_Task objective_
For each line below that contains the word "road", return that line.
= Beginning of Section =
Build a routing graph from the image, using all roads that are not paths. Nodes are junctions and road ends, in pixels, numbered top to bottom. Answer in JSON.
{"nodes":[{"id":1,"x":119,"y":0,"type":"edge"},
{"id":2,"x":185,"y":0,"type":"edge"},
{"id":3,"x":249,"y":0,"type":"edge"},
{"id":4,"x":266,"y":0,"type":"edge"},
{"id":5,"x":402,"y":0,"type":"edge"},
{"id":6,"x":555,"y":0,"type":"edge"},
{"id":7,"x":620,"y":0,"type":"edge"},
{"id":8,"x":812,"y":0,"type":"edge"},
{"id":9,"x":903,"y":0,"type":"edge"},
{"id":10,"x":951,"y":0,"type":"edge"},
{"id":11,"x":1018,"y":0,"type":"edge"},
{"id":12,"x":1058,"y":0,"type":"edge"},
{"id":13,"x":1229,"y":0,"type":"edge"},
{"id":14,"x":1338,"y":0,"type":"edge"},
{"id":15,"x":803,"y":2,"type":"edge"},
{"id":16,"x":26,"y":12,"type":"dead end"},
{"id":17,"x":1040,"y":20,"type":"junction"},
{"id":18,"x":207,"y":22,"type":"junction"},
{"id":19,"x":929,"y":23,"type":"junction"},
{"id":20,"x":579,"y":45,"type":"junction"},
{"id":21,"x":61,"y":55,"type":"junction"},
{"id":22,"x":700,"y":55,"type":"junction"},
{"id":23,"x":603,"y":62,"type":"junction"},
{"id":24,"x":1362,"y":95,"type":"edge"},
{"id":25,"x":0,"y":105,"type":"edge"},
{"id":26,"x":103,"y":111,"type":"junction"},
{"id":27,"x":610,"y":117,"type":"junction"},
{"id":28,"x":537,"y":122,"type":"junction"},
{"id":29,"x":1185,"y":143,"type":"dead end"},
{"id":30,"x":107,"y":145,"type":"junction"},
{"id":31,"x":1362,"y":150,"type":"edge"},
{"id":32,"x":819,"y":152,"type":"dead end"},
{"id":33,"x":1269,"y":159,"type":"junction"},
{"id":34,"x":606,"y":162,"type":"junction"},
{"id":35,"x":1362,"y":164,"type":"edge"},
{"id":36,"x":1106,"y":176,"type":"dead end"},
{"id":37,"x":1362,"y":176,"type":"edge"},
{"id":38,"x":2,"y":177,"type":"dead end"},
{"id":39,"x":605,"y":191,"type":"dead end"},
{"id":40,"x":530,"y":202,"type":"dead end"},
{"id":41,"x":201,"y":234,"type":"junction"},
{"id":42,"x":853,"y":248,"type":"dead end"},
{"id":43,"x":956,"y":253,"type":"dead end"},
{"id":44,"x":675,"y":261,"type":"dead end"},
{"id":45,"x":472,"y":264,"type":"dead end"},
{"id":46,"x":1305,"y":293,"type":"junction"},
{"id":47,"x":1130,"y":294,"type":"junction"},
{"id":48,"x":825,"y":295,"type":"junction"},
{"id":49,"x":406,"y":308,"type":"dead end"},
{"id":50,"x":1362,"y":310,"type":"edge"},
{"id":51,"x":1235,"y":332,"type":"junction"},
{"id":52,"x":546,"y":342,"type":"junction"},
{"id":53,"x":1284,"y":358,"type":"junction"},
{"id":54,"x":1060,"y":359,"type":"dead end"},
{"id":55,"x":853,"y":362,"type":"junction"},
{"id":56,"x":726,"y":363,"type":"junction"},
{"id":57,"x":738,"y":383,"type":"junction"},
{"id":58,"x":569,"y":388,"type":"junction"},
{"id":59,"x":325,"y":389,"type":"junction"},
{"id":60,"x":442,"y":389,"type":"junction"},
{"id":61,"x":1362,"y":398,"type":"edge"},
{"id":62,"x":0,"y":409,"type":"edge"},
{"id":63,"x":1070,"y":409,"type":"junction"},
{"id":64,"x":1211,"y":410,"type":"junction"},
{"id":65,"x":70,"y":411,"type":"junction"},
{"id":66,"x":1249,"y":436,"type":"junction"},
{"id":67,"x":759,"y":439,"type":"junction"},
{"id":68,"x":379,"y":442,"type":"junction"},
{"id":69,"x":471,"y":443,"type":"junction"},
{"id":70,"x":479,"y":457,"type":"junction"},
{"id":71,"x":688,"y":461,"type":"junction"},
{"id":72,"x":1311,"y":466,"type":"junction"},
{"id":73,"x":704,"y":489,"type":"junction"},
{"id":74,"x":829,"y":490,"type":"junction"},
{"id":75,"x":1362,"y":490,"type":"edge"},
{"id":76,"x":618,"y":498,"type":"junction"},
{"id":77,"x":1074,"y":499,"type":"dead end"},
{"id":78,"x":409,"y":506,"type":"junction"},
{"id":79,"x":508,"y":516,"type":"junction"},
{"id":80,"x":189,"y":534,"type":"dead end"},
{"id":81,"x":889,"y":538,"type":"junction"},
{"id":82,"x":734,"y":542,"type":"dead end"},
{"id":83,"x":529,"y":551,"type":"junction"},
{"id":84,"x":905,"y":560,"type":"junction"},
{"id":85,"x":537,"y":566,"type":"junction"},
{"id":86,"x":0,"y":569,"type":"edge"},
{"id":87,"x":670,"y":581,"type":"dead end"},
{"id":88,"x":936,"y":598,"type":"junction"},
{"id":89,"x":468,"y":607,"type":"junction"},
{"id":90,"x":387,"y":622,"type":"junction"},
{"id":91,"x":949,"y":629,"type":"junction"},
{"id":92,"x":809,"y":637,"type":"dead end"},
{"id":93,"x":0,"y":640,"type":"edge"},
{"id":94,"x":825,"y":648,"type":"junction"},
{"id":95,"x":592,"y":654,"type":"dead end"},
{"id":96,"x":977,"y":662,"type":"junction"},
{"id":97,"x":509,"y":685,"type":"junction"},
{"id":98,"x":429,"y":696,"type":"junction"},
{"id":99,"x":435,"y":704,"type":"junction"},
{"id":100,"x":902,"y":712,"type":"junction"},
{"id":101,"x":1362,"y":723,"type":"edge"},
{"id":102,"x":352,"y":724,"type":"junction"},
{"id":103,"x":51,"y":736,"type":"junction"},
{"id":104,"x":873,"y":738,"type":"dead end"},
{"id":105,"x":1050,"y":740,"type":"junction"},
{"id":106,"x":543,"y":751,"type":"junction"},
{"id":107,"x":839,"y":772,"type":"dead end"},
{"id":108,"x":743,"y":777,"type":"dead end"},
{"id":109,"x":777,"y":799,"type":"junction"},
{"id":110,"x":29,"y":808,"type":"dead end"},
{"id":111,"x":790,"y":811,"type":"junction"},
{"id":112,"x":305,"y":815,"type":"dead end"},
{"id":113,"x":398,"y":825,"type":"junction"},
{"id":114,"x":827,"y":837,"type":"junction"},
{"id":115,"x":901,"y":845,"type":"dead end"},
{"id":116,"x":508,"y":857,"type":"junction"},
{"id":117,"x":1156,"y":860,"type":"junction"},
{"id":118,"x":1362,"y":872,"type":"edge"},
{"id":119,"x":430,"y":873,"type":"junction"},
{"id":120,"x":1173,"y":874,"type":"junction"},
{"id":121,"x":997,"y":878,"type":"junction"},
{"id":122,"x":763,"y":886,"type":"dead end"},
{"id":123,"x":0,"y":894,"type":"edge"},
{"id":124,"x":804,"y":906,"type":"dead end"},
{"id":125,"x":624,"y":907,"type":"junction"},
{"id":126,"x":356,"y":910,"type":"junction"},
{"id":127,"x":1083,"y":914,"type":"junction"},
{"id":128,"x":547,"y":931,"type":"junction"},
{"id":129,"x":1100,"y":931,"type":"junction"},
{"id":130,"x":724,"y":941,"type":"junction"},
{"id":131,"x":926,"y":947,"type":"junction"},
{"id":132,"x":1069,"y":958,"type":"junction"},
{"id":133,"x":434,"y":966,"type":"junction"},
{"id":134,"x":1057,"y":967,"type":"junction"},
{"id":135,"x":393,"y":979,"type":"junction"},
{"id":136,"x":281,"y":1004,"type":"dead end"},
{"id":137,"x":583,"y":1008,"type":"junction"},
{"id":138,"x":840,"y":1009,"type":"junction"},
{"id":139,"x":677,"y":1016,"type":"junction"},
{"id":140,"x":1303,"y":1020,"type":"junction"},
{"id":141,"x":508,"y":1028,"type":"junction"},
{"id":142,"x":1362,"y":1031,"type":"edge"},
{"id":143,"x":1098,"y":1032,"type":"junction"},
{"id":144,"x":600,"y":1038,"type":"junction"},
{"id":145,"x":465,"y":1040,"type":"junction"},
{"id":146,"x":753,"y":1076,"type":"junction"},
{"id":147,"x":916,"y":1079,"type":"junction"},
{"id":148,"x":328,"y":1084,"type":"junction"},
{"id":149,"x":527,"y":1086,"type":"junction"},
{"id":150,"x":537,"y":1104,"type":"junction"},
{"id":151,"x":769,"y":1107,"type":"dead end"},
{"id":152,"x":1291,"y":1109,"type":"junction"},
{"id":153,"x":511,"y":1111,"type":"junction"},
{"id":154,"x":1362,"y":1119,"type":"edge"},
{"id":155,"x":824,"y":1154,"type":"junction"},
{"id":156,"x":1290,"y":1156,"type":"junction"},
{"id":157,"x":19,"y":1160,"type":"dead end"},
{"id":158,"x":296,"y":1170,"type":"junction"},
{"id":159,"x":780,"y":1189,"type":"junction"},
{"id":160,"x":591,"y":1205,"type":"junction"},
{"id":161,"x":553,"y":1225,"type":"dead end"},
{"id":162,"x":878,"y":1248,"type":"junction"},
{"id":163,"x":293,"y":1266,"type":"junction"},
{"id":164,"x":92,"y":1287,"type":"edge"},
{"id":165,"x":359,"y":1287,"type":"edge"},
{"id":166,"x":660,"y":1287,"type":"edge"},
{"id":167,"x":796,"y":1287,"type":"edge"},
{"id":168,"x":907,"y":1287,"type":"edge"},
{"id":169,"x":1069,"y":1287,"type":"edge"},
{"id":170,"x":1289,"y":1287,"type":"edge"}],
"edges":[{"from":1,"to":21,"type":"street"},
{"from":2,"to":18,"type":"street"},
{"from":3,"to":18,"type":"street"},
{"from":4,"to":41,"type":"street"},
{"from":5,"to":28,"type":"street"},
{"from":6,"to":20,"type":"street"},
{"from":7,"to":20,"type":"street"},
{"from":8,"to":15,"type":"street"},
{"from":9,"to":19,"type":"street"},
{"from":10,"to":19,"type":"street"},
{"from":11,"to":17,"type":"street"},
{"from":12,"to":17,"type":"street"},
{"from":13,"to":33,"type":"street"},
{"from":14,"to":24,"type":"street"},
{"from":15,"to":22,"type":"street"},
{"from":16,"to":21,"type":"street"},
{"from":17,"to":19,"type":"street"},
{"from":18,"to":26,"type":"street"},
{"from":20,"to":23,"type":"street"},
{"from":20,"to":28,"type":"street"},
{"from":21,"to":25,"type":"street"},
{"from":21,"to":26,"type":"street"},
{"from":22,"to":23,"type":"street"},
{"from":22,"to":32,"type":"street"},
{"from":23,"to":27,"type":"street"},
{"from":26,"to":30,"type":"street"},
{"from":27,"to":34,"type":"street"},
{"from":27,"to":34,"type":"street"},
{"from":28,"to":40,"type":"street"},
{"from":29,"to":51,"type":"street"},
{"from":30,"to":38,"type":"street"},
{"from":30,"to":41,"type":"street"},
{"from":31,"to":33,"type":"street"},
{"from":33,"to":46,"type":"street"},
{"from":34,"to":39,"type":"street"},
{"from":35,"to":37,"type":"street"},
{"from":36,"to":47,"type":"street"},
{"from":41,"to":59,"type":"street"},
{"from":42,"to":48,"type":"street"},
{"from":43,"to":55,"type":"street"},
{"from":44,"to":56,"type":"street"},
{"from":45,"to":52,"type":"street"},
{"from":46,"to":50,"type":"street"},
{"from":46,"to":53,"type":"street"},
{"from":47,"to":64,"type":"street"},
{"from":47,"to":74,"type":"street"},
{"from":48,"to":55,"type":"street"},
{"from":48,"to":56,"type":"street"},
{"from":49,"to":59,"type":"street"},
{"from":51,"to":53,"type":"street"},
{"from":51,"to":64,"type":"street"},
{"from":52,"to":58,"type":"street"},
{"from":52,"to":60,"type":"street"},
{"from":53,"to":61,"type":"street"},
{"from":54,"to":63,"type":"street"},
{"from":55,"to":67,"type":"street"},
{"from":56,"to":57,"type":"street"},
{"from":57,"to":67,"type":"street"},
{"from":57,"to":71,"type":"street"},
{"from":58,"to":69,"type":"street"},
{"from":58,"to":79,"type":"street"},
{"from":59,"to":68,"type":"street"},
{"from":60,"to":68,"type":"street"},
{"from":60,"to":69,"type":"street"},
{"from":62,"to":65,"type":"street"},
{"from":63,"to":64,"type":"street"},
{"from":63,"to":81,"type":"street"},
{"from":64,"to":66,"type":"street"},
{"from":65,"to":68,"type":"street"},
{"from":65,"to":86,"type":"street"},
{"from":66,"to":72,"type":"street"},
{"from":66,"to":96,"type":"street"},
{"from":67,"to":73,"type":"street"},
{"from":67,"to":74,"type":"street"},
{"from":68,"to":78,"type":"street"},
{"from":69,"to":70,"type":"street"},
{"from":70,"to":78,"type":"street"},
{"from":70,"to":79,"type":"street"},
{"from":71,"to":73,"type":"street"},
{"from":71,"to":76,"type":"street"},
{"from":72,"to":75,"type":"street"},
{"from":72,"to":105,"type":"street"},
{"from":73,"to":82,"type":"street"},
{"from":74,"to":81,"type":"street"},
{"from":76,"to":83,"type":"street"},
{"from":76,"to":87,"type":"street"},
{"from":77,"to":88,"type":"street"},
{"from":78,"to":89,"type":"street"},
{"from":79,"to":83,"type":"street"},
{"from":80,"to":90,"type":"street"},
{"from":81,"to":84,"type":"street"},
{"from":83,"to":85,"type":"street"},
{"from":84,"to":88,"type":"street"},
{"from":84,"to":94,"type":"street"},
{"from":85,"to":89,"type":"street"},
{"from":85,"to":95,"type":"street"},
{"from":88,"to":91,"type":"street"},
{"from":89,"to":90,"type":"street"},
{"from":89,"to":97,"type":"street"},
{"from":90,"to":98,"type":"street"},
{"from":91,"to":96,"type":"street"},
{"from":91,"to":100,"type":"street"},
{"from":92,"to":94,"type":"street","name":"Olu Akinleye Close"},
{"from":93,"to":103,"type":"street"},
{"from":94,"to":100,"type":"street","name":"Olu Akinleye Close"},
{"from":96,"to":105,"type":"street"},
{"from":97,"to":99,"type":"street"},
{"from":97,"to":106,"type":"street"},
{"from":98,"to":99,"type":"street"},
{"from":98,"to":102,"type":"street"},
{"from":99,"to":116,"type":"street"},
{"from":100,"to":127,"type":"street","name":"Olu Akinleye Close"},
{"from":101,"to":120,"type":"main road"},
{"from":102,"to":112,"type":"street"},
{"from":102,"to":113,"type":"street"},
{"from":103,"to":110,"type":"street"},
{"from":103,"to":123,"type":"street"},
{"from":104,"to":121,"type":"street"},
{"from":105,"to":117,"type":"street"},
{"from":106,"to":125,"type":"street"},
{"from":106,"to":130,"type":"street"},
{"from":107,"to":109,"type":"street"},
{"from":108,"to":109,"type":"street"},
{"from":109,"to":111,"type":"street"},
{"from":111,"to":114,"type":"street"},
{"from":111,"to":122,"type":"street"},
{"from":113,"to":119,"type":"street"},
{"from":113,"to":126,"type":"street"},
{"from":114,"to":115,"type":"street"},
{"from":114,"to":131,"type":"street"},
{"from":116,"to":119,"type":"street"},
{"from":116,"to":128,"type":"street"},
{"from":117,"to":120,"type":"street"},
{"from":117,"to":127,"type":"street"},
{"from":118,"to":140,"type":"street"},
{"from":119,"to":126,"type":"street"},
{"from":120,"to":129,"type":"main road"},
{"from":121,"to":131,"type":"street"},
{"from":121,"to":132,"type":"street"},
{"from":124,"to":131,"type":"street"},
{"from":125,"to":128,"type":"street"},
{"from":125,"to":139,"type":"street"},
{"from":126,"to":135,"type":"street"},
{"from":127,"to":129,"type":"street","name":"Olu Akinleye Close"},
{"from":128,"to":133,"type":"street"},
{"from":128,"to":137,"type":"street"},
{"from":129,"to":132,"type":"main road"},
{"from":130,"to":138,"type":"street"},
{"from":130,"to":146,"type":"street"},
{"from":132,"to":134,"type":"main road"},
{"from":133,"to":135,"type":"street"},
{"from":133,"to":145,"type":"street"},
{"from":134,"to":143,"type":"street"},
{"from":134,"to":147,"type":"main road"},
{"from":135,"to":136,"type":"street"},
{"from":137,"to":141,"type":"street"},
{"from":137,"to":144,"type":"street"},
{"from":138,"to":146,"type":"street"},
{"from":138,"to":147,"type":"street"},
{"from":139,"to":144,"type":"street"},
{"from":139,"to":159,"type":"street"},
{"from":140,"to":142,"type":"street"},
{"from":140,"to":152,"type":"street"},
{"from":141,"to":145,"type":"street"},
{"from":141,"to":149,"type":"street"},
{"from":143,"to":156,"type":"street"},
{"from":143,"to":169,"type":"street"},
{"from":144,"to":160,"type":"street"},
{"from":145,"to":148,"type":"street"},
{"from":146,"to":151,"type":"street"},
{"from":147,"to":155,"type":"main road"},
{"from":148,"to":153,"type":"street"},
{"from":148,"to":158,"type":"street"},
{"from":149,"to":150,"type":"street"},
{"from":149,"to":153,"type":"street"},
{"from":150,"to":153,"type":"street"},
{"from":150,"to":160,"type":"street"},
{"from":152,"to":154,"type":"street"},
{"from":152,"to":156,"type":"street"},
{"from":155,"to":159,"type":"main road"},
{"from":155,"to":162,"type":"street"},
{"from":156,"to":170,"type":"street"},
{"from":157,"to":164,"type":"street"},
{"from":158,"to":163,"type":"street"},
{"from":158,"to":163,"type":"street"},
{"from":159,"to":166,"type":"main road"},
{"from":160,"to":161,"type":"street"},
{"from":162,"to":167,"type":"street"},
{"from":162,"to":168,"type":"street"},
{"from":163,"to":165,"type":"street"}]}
= End of Section =
_Final answer_
Build a routing graph from the image, using all roads that are not paths. Nodes are junctions and road ends, in pixels, numbered top to bottom. Answer in JSON.
{"from":101,"to":120,"type":"main road"},
{"from":120,"to":129,"type":"main road"},
{"from":129,"to":132,"type":"main road"},
{"from":132,"to":134,"type":"main road"},
{"from":134,"to":147,"type":"main road"},
{"from":147,"to":155,"type":"main road"},
{"from":155,"to":159,"type":"main road"},
{"from":159,"to":166,"type":"main road"},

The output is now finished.